*STUDY MATERIAL*.
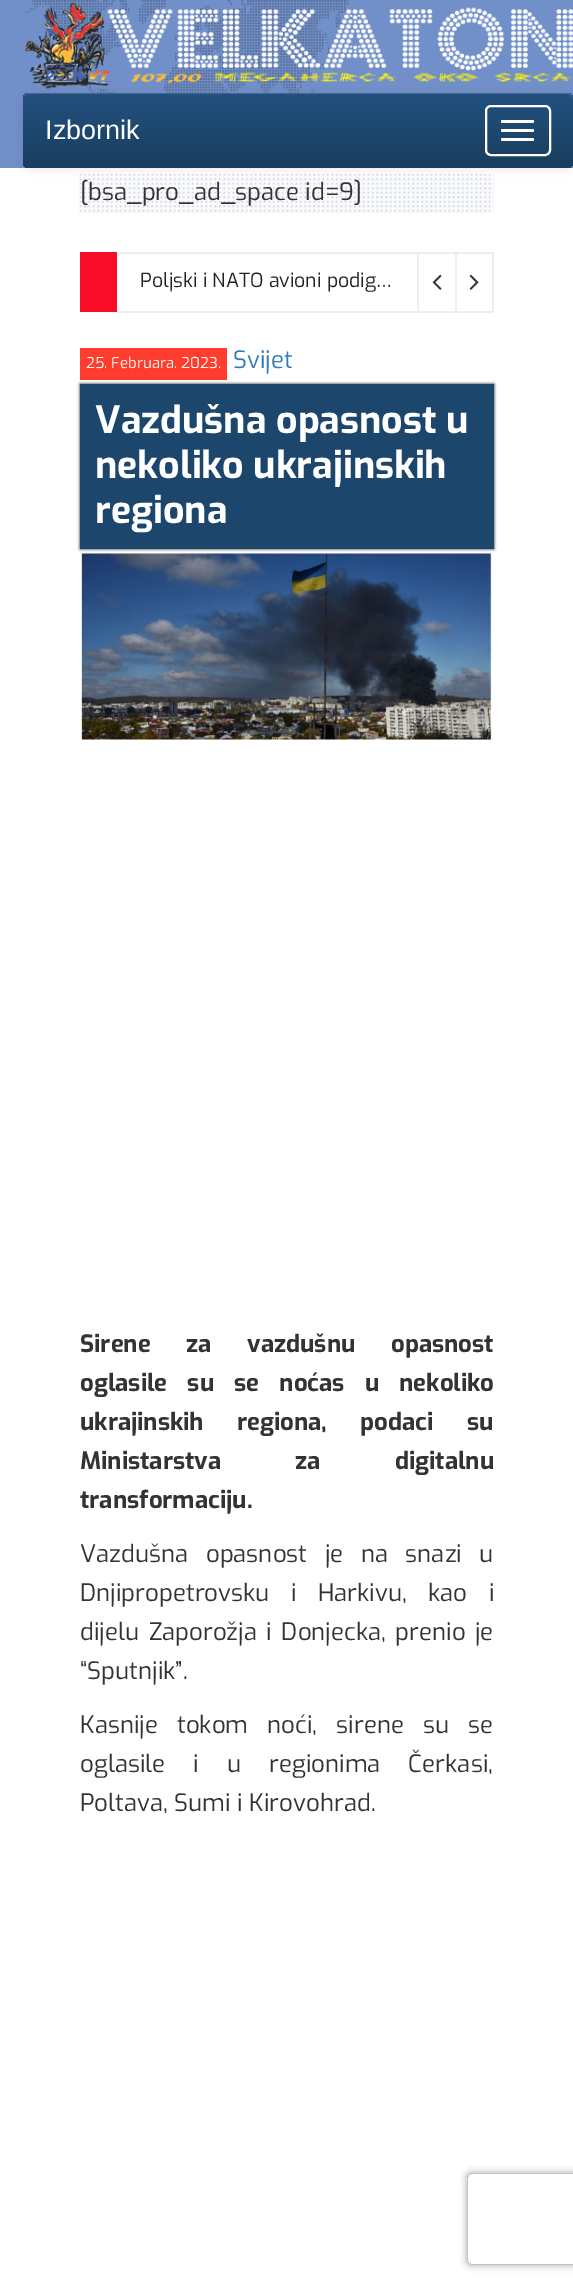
%!PS
<< /PageSize [573 2284] /PageUsesTransparency true >> setpagedevice
/rgb { dup -16 bitshift 255 div exch dup -8 bitshift 255 and 255 div exch 255 and 255 div setrgbcolor } def
/font { [ exch dup neg 0 0 3 -1 roll 0 0 ] selectfont } def
/text { moveto show } def
/alpha { dup .setfillconstantalpha .setstrokeconstantalpha } def
/roundrect { 5 dict begin { /r /h /w /y /x } { exch def } forall
  x r add y moveto x w add y 2 copy h add r arct x w add y h add x 1 index r arct
  x y h add x y r arct x y 2 copy exch w add exch r arct closepath end } def
/shadow { 12 dict begin { /a /b /q /h /w /y /x } { exch def } forall gsave /was 0 def
  9 -2 -9 { dup b mul 4 div /e exch def 1 sub .425 mul 2.718 exch exp 1 add a .99 .min exch div /now exch def
    1 1 now sub 1 was sub div sub alpha /was now def
    w h .min e 2 mul add 0 gt { x e sub y e sub w e 2 mul add h e 2 mul add
      q e add b .6 mul add w h .min 2 div e add .min 0 .max roundrect fill } if } for grestore end } def
/picture { 5 dict begin { /h /w /y /x /name } { exch def } forall
  gsave x y translate w h scale
  w h 8 [w 0 0 h 0 0] name (r) file false 3 colorimage grestore end } def
0 .pushpdf14devicefilter
0 2284 translate 1 -1 scale
4 setmiterlimit
/s1 { /LiberationSans-Regular 27 font 16#FFFFFF rgb } def
/s2 { /Exo-Regular 24 font 16#333333 rgb } def
/s3 { /Exo-Regular 19.5 font 16#212121 rgb } def
/s4 { /Exo-Regular 15 font 16#FFFFFF rgb } def
/s5 { /Exo-Regular 24 font 16#337AB7 rgb } def
/s6 { /Exo-Bold 37.5 font 16#FFFFFF rgb } def
/s7 { /Exo-Bold 24 font 16#333333 rgb } def
16#FFFFFF rgb
0 0 573 2284 rectfill
16#718FC8 rgb
0 0 573 168 rectfill
(pic1.raw) 23 0 550 93 picture
16#000000 rgb
23 95 550 75 6 4 0.07 shadow
gsave 23 93 550 75 6 roundrect clip newpath
<< /ShadingType 2 /ColorSpace /DeviceRGB /Coords [298 93 298 168] /Extend [true true] /Function << /FunctionType 2 /Domain [0 1] /C0 [0.133 0.318 0.502] /C1 [0.098 0.243 0.369] /N 1 >> >> shfill grestore
0.15 alpha
16#FFFFFF rgb
28 94 moveto 567 94 lineto 570 94 573 97 573 100 curveto 573 99 lineto 573 96 570 93 567 93 curveto 29 93 lineto 27 93 25 94 24 96 curveto 25 95 27 94 28 94 curveto closepath fill
1 alpha
s1
(Izbornik) 45 139 text
2 setlinewidth
486 106 64 49 5 roundrect stroke
501 120 33 3 1.5 roundrect fill
501 129 33 3 1.5 roundrect fill
501 138 33 3 1.5 roundrect fill
(pic2.raw) 79 174 415 39 picture
s2
([bsa_pro_ad_space id=9]) 80 200 text
16#F70D28 rgb
80 252 37 60 rectfill
16#EEEEEE rgb
117 252 377 2 rectfill
492 252 2 60 rectfill
117 311 377 2 rectfill
s3
(Poljski i NATO avioni podig…) 140 287 text
16#EEEEEE rgb
417 254 2 57 rectfill
(pic3.raw) 432 274 10 16 picture
455 254 2 57 rectfill
(pic4.raw) 469 274 10 16 picture
16#222222 rgb
80 384 414 165 0 1.5 1 shadow
16#FF3D2E rgb
80 348 147 32 rectfill
s4
(25. Februara. 2023.) 86 368 text
s5
(Svijet) 233 368 text
16#1D466D rgb
80 384 414 165 rectfill
s6
(Vazdušna opasnost u) 95 433 text
(nekoliko ukrajinskih) 95 478 text
(regiona) 95 523 text
(pic5.raw) 79 553 414 187 picture
/Exo-Bold 24 font
16#333333 rgb
80 1352 moveto 29.5 0 32 (Sirene za vazdušnu opasnost) widthshow
80 1391 moveto 14 0 32 (oglasile su se noćas u nekoliko) widthshow
80 1430 moveto 27 0 32 (ukrajinskih regiona, podaci su) widthshow
80 1469 moveto 68 0 32 (Ministarstva za digitalnu) widthshow
(transformaciju.) 80 1508 text
/Exo-Regular 24 font
80 1562 moveto 11 0 32 (Vazdušna opasnost je na snazi u) widthshow
80 1601 moveto 15 0 32 (Dnjipropetrovsku i Harkivu, kao i) widthshow
80 1640 moveto 3 0 32 (dijelu Zaporožja i Donjecka, prenio je) widthshow
(“Sputnjik”.) 80 1679 text
80 1733 moveto 12.5 0 32 (Kasnije tokom noći, sirene su se) widthshow
80 1772 moveto 21.5 0 32 (oglasile i u regionima Čerkasi,) widthshow
(Poltava, Sumi i Kirovohrad.) 80 1811 text
gsave
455 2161 moveto 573 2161 lineto 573 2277 lineto 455 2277 lineto closepath 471 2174 moveto 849 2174 lineto 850.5 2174 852 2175.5 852 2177 curveto 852 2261 lineto 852 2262.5 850.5 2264 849 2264 curveto 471 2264 lineto 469.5 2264 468 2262.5 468 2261 curveto 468 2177 lineto 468 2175.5 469.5 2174 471 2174 curveto closepath eoclip newpath
16#808080 rgb
468 2174 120 90 3 4 1 shadow
grestore
.poppdf14devicefilter showpage
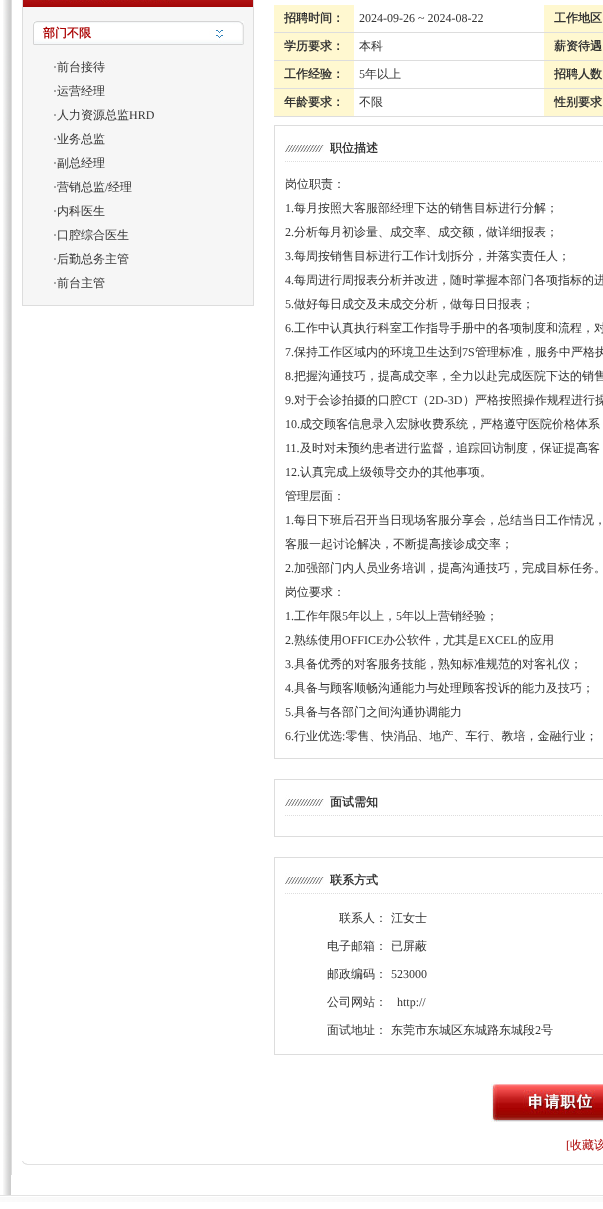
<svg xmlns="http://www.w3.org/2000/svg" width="603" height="1209">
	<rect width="100%" height="100%" fill="#FFFFFF" />
	<image x="3" y="0" width="8" height="1195" href="assets/img1.png" />
	<rect x="11" y="0" width="1" height="1175" fill="#DDDDDD" />
	<rect x="23" y="7" width="230" height="298" fill="#F6F6F6" />
	<image x="23" y="0" width="230" height="7" href="assets/img2.png" />
	<rect x="22.5" y="-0.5" width="231" height="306" fill="none" stroke="#DDDDDD" />
	<image x="33" y="21" width="211" height="24" href="assets/img3.png" />
	<text x="43" y="37" font-family="WenQuanYi Zen Hei" font-size="12" font-weight="700" fill="#AC0606">部门不限</text>
	<text x="53" y="71" font-family="Liberation Serif" font-size="12" fill="#333333">·</text>
	<text x="57" y="71" font-family="WenQuanYi Zen Hei" font-size="12" font-weight="500" fill="#333333">前台接待</text>
	<text x="53" y="95" font-family="Liberation Serif" font-size="12" fill="#333333">·</text>
	<text x="57" y="95" font-family="WenQuanYi Zen Hei" font-size="12" font-weight="500" fill="#333333">运营经理</text>
	<text x="53" y="119" font-family="Liberation Serif" font-size="12" fill="#333333">·</text>
	<text x="57" y="119" font-family="WenQuanYi Zen Hei" font-size="12" font-weight="500" fill="#333333">人力资源总监</text>
	<g font-family="Liberation Serif" font-size="12" fill="#333333">
		<text x="129" y="119">HRD</text>
		<text x="53" y="143">·</text>
	</g>
	<text x="57" y="143" font-family="WenQuanYi Zen Hei" font-size="12" font-weight="500" fill="#333333">业务总监</text>
	<text x="53" y="167" font-family="Liberation Serif" font-size="12" fill="#333333">·</text>
	<text x="57" y="167" font-family="WenQuanYi Zen Hei" font-size="12" font-weight="500" fill="#333333">副总经理</text>
	<text x="53" y="191" font-family="Liberation Serif" font-size="12" fill="#333333">·</text>
	<text x="57" y="191" font-family="WenQuanYi Zen Hei" font-size="12" font-weight="500" fill="#333333">营销总监</text>
	<text x="105" y="191" font-family="Liberation Serif" font-size="12" fill="#333333">/</text>
	<text x="108" y="191" font-family="WenQuanYi Zen Hei" font-size="12" font-weight="500" fill="#333333">经理</text>
	<text x="53" y="215" font-family="Liberation Serif" font-size="12" fill="#333333">·</text>
	<text x="57" y="215" font-family="WenQuanYi Zen Hei" font-size="12" font-weight="500" fill="#333333">内科医生</text>
	<text x="53" y="239" font-family="Liberation Serif" font-size="12" fill="#333333">·</text>
	<text x="57" y="239" font-family="WenQuanYi Zen Hei" font-size="12" font-weight="500" fill="#333333">口腔综合医生</text>
	<text x="53" y="263" font-family="Liberation Serif" font-size="12" fill="#333333">·</text>
	<text x="57" y="263" font-family="WenQuanYi Zen Hei" font-size="12" font-weight="500" fill="#333333">后勤总务主管</text>
	<text x="53" y="287" font-family="Liberation Serif" font-size="12" fill="#333333">·</text>
	<text x="57" y="287" font-family="WenQuanYi Zen Hei" font-size="12" font-weight="500" fill="#333333">前台主管</text>
	<rect x="274" y="5" width="80" height="27" fill="#FFF8D0" />
	<rect x="274" y="32" width="329" height="1" fill="#DDDDDD" />
	<text x="284" y="22" font-family="WenQuanYi Zen Hei" font-size="12" font-weight="700" fill="#333333">招聘时间：</text>
	<text x="359" y="22" font-family="Liberation Serif" font-size="12" fill="#333333">2024-09-26 ~ 2024-08-22</text>
	<rect x="544" y="5" width="59" height="27" fill="#FFF8D0" />
	<text x="554" y="22" font-family="WenQuanYi Zen Hei" font-size="12" font-weight="700" fill="#333333">工作地区</text>
	<rect x="274" y="33" width="80" height="27" fill="#FFF8D0" />
	<rect x="274" y="60" width="329" height="1" fill="#DDDDDD" />
	<text x="284" y="50" font-family="WenQuanYi Zen Hei" font-size="12" font-weight="700" fill="#333333">学历要求：</text>
	<text x="359" y="50" font-family="WenQuanYi Zen Hei" font-size="12" font-weight="500" fill="#333333">本科</text>
	<rect x="544" y="33" width="59" height="27" fill="#FFF8D0" />
	<text x="554" y="50" font-family="WenQuanYi Zen Hei" font-size="12" font-weight="700" fill="#333333">薪资待遇</text>
	<rect x="274" y="61" width="80" height="27" fill="#FFF8D0" />
	<rect x="274" y="88" width="329" height="1" fill="#DDDDDD" />
	<text x="284" y="78" font-family="WenQuanYi Zen Hei" font-size="12" font-weight="700" fill="#333333">工作经验：</text>
	<text x="359" y="78" font-family="Liberation Serif" font-size="12" fill="#333333">5</text>
	<text x="365" y="78" font-family="WenQuanYi Zen Hei" font-size="12" font-weight="500" fill="#333333">年以上</text>
	<rect x="544" y="61" width="59" height="27" fill="#FFF8D0" />
	<text x="554" y="78" font-family="WenQuanYi Zen Hei" font-size="12" font-weight="700" fill="#333333">招聘人数</text>
	<rect x="274" y="89" width="80" height="27" fill="#FFF8D0" />
	<rect x="274" y="116" width="329" height="1" fill="#DDDDDD" />
	<text x="284" y="106" font-family="WenQuanYi Zen Hei" font-size="12" font-weight="700" fill="#333333">年龄要求：</text>
	<text x="359" y="106" font-family="WenQuanYi Zen Hei" font-size="12" font-weight="500" fill="#333333">不限</text>
	<rect x="544" y="89" width="59" height="27" fill="#FFF8D0" />
	<text x="554" y="106" font-family="WenQuanYi Zen Hei" font-size="12" font-weight="700" fill="#333333">性别要求</text>
	<rect x="274.5" y="125.5" width="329" height="633" fill="none" stroke="#DDDDDD" />
	<image x="285" y="141" width="39" height="12" href="assets/img4.png" />
	<path d="M285 161.5H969" fill="none" stroke="#DDDDDD" stroke-dasharray="1 1" />
	<text x="330" y="152" font-family="WenQuanYi Zen Hei" font-size="12" font-weight="700" fill="#333333">职位描述</text>
	<text x="285" y="188" font-family="WenQuanYi Zen Hei" font-size="12" font-weight="500" fill="#333333">岗位职责：</text>
	<text x="285" y="212" font-family="Liberation Serif" font-size="12" fill="#333333">1.</text>
	<text x="294" y="212" font-family="WenQuanYi Zen Hei" font-size="12" font-weight="500" fill="#333333">每月按照大客服部经理下达的销售目标进行分解；</text>
	<text x="285" y="236" font-family="Liberation Serif" font-size="12" fill="#333333">2.</text>
	<text x="294" y="236" font-family="WenQuanYi Zen Hei" font-size="12" font-weight="500" fill="#333333">分析每月初诊量、成交率、成交额，做详细报表；</text>
	<text x="285" y="260" font-family="Liberation Serif" font-size="12" fill="#333333">3.</text>
	<text x="294" y="260" font-family="WenQuanYi Zen Hei" font-size="12" font-weight="500" fill="#333333">每周按销售目标进行工作计划拆分，并落实责任人；</text>
	<text x="285" y="284" font-family="Liberation Serif" font-size="12" fill="#333333">4.</text>
	<text x="294" y="284" font-family="WenQuanYi Zen Hei" font-size="12" font-weight="500" fill="#333333">每周进行周报表分析并改进，随时掌握本部门各项指标的进</text>
	<text x="285" y="308" font-family="Liberation Serif" font-size="12" fill="#333333">5.</text>
	<text x="294" y="308" font-family="WenQuanYi Zen Hei" font-size="12" font-weight="500" fill="#333333">做好每日成交及未成交分析，做每日日报表；</text>
	<text x="285" y="332" font-family="Liberation Serif" font-size="12" fill="#333333">6.</text>
	<text x="294" y="332" font-family="WenQuanYi Zen Hei" font-size="12" font-weight="500" fill="#333333">工作中认真执行科室工作指导手册中的各项制度和流程，对</text>
	<text x="285" y="356" font-family="Liberation Serif" font-size="12" fill="#333333">7.</text>
	<text x="294" y="356" font-family="WenQuanYi Zen Hei" font-size="12" font-weight="500" fill="#333333">保持工作区域内的环境卫生达到</text>
	<text x="462" y="356" font-family="Liberation Serif" font-size="12" fill="#333333">7S</text>
	<text x="475" y="356" font-family="WenQuanYi Zen Hei" font-size="12" font-weight="500" fill="#333333">管理标准，服务中严格执</text>
	<text x="285" y="380" font-family="Liberation Serif" font-size="12" fill="#333333">8.</text>
	<text x="294" y="380" font-family="WenQuanYi Zen Hei" font-size="12" font-weight="500" fill="#333333">把握沟通技巧，提高成交率，全力以赴完成医院下达的销售</text>
	<text x="285" y="404" font-family="Liberation Serif" font-size="12" fill="#333333">9.</text>
	<text x="294" y="404" font-family="WenQuanYi Zen Hei" font-size="12" font-weight="500" fill="#333333">对于会诊拍摄的口腔</text>
	<text x="402" y="404" font-family="Liberation Serif" font-size="12" fill="#333333">CT</text>
	<text x="417" y="404" font-family="WenQuanYi Zen Hei" font-size="12" font-weight="500" fill="#333333">（</text>
	<text x="429" y="404" font-family="Liberation Serif" font-size="12" fill="#333333">2D-3D</text>
	<text x="463" y="404" font-family="WenQuanYi Zen Hei" font-size="12" font-weight="500" fill="#333333">）严格按照操作规程进行操</text>
	<text x="285" y="428" font-family="Liberation Serif" font-size="12" fill="#333333">10.</text>
	<text x="300" y="428" font-family="WenQuanYi Zen Hei" font-size="12" font-weight="500" fill="#333333">成交顾客信息录入宏脉收费系统，严格遵守医院价格体系</text>
	<text x="285" y="452" font-family="Liberation Serif" font-size="12" fill="#333333">11.</text>
	<text x="300" y="452" font-family="WenQuanYi Zen Hei" font-size="12" font-weight="500" fill="#333333">及时对未预约患者进行监督，追踪回访制度，保证提高客</text>
	<text x="285" y="476" font-family="Liberation Serif" font-size="12" fill="#333333">12.</text>
	<g font-family="WenQuanYi Zen Hei" font-size="12" font-weight="500" fill="#333333">
		<text x="300" y="476">认真完成上级领导交办的其他事项。</text>
		<text x="285" y="500">管理层面：</text>
	</g>
	<text x="285" y="524" font-family="Liberation Serif" font-size="12" fill="#333333">1.</text>
	<g font-family="WenQuanYi Zen Hei" font-size="12" font-weight="500" fill="#333333">
		<text x="294" y="524">每日下班后召开当日现场客服分享会，总结当日工作情况，</text>
		<text x="285" y="548">客服一起讨论解决，不断提高接诊成交率；</text>
	</g>
	<text x="285" y="572" font-family="Liberation Serif" font-size="12" fill="#333333">2.</text>
	<g font-family="WenQuanYi Zen Hei" font-size="12" font-weight="500" fill="#333333">
		<text x="294" y="572">加强部门内人员业务培训，提高沟通技巧，完成目标任务。</text>
		<text x="285" y="596">岗位要求：</text>
	</g>
	<text x="285" y="620" font-family="Liberation Serif" font-size="12" fill="#333333">1.</text>
	<text x="294" y="620" font-family="WenQuanYi Zen Hei" font-size="12" font-weight="500" fill="#333333">工作年限</text>
	<text x="342" y="620" font-family="Liberation Serif" font-size="12" fill="#333333">5</text>
	<text x="348" y="620" font-family="WenQuanYi Zen Hei" font-size="12" font-weight="500" fill="#333333">年以上，</text>
	<text x="396" y="620" font-family="Liberation Serif" font-size="12" fill="#333333">5</text>
	<text x="402" y="620" font-family="WenQuanYi Zen Hei" font-size="12" font-weight="500" fill="#333333">年以上营销经验；</text>
	<text x="285" y="644" font-family="Liberation Serif" font-size="12" fill="#333333">2.</text>
	<text x="294" y="644" font-family="WenQuanYi Zen Hei" font-size="12" font-weight="500" fill="#333333">熟练使用</text>
	<text x="342" y="644" font-family="Liberation Serif" font-size="12" fill="#333333">OFFICE</text>
	<text x="383" y="644" font-family="WenQuanYi Zen Hei" font-size="12" font-weight="500" fill="#333333">办公软件，尤其是</text>
	<text x="479" y="644" font-family="Liberation Serif" font-size="12" fill="#333333">EXCEL</text>
	<text x="518" y="644" font-family="WenQuanYi Zen Hei" font-size="12" font-weight="500" fill="#333333">的应用</text>
	<text x="285" y="668" font-family="Liberation Serif" font-size="12" fill="#333333">3.</text>
	<text x="294" y="668" font-family="WenQuanYi Zen Hei" font-size="12" font-weight="500" fill="#333333">具备优秀的对客服务技能，熟知标准规范的对客礼仪；</text>
	<text x="285" y="692" font-family="Liberation Serif" font-size="12" fill="#333333">4.</text>
	<text x="294" y="692" font-family="WenQuanYi Zen Hei" font-size="12" font-weight="500" fill="#333333">具备与顾客顺畅沟通能力与处理顾客投诉的能力及技巧；</text>
	<text x="285" y="716" font-family="Liberation Serif" font-size="12" fill="#333333">5.</text>
	<text x="294" y="716" font-family="WenQuanYi Zen Hei" font-size="12" font-weight="500" fill="#333333">具备与各部门之间沟通协调能力</text>
	<text x="285" y="740" font-family="Liberation Serif" font-size="12" fill="#333333">6.</text>
	<text x="294" y="740" font-family="WenQuanYi Zen Hei" font-size="12" font-weight="500" fill="#333333">行业优选 零售、快消品、地产、车行、教培，金融行业；</text>
	<text x="342" y="740" font-family="Liberation Serif" font-size="12" fill="#333333">:</text>
	<rect x="274.5" y="779.5" width="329" height="57" fill="none" stroke="#DDDDDD" />
	<image x="285" y="795" width="39" height="12" href="assets/img4.png" />
	<path d="M285 815.5H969" fill="none" stroke="#DDDDDD" stroke-dasharray="1 1" />
	<text x="330" y="806" font-family="WenQuanYi Zen Hei" font-size="12" font-weight="700" fill="#333333">面试需知</text>
	<rect x="274.5" y="857.5" width="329" height="197" fill="none" stroke="#DDDDDD" />
	<image x="285" y="873" width="39" height="12" href="assets/img4.png" />
	<path d="M285 893.5H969" fill="none" stroke="#DDDDDD" stroke-dasharray="1 1" />
	<text x="330" y="884" font-family="WenQuanYi Zen Hei" font-size="12" font-weight="700" fill="#333333">联系方式</text>
	<g font-family="WenQuanYi Zen Hei" font-size="12" font-weight="500" fill="#333333">
		<text x="339" y="922">联系人：</text>
		<text x="391" y="922">江女士</text>
		<text x="327" y="950">电子邮箱：</text>
		<text x="391" y="950">已屏蔽</text>
		<text x="327" y="978">邮政编码：</text>
	</g>
	<text x="391" y="978" font-family="Liberation Serif" font-size="12" fill="#333333">523000</text>
	<text x="327" y="1006" font-family="WenQuanYi Zen Hei" font-size="12" font-weight="500" fill="#333333">公司网站：</text>
	<text x="397" y="1006" font-family="Liberation Serif" font-size="12" fill="#333333">http://</text>
	<g font-family="WenQuanYi Zen Hei" font-size="12" font-weight="500" fill="#333333">
		<text x="327" y="1034">面试地址：</text>
		<text x="391" y="1034">东莞市东城区东城路东城段</text>
	</g>
	<text x="535" y="1034" font-family="Liberation Serif" font-size="12" fill="#333333">2</text>
	<text x="541" y="1034" font-family="WenQuanYi Zen Hei" font-size="12" font-weight="500" fill="#333333">号</text>
	<image x="491" y="1082" width="112" height="40" href="assets/img5.png" />
	<text x="566" y="1149" font-family="Liberation Serif" font-size="12" fill="#AC0606">[</text>
	<text x="570" y="1149" font-family="WenQuanYi Zen Hei" font-size="12" font-weight="500" fill="#AC0606">收藏该</text>
	<image x="22" y="1161" width="581" height="4" href="assets/img6.png" />
	<image x="0" y="1195" width="603" height="7" href="assets/img7.png" />
</svg>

*ASSIGNED TASK*. After dropping the pictures, reproduce exactly the lines from the first line of the entries through the line containing "dup .setfillconstantalpha .setstrokeconstantalpha", both included.

*REPLY TO THE TASK*.
%!PS
<< /PageSize [573 2284] /PageUsesTransparency true >> setpagedevice
/rgb { dup -16 bitshift 255 div exch dup -8 bitshift 255 and 255 div exch 255 and 255 div setrgbcolor } def
/font { [ exch dup neg 0 0 3 -1 roll 0 0 ] selectfont } def
/text { moveto show } def
/alpha { dup .setfillconstantalpha .setstrokeconstantalpha } def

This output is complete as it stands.